Body or hand keypoint data:
= = = = = = =

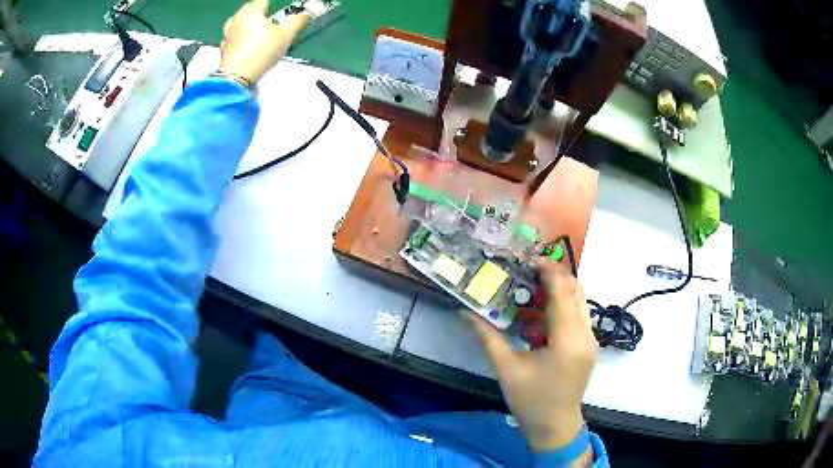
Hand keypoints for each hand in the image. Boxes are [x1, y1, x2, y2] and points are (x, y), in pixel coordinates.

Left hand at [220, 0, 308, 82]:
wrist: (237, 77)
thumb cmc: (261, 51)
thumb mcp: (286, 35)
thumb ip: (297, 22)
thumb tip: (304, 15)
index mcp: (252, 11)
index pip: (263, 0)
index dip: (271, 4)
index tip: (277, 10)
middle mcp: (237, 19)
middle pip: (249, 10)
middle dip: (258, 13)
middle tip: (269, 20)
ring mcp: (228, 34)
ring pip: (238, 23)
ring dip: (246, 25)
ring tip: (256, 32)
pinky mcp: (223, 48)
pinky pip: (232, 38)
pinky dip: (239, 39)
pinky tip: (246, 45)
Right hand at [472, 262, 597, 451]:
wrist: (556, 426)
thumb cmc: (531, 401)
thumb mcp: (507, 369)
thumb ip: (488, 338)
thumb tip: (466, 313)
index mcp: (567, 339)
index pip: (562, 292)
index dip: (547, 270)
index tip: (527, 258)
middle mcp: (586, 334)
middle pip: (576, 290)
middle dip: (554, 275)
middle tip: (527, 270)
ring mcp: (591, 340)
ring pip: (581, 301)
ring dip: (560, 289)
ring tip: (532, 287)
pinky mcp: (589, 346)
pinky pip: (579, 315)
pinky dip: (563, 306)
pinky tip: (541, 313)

= = = = = = =

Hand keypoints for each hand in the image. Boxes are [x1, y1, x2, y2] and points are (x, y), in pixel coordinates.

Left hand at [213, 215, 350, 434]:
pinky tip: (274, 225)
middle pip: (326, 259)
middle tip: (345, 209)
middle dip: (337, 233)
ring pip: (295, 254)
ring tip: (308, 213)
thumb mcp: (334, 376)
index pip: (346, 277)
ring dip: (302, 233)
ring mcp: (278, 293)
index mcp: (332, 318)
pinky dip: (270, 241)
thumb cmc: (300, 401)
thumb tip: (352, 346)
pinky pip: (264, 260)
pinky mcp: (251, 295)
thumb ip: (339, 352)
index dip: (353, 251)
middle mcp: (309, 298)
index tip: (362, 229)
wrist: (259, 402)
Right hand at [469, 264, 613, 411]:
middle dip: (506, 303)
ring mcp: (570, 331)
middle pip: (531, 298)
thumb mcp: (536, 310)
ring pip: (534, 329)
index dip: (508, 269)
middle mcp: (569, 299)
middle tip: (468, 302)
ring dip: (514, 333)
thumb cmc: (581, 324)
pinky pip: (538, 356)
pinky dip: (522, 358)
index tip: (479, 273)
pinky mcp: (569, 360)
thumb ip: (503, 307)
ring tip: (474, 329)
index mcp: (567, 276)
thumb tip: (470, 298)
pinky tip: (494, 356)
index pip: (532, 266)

= = = = = = =

Description of the task:
From the records above, extract exactly and only the lines that begin at the line with "ring pip: (534, 329)" and stop after the line with "index pip: (532, 266)".

Solution for this exercise:
ring pip: (534, 329)
index dip: (508, 269)
middle mcp: (569, 299)
middle tip: (468, 302)
ring dip: (514, 333)
thumb cmc: (581, 324)
pinky pip: (538, 356)
pinky dip: (522, 358)
index tip: (479, 273)
pinky mcp: (569, 360)
thumb ip: (503, 307)
ring tip: (474, 329)
index mcp: (567, 276)
thumb tip: (470, 298)
pinky tip: (494, 356)
index pip: (532, 266)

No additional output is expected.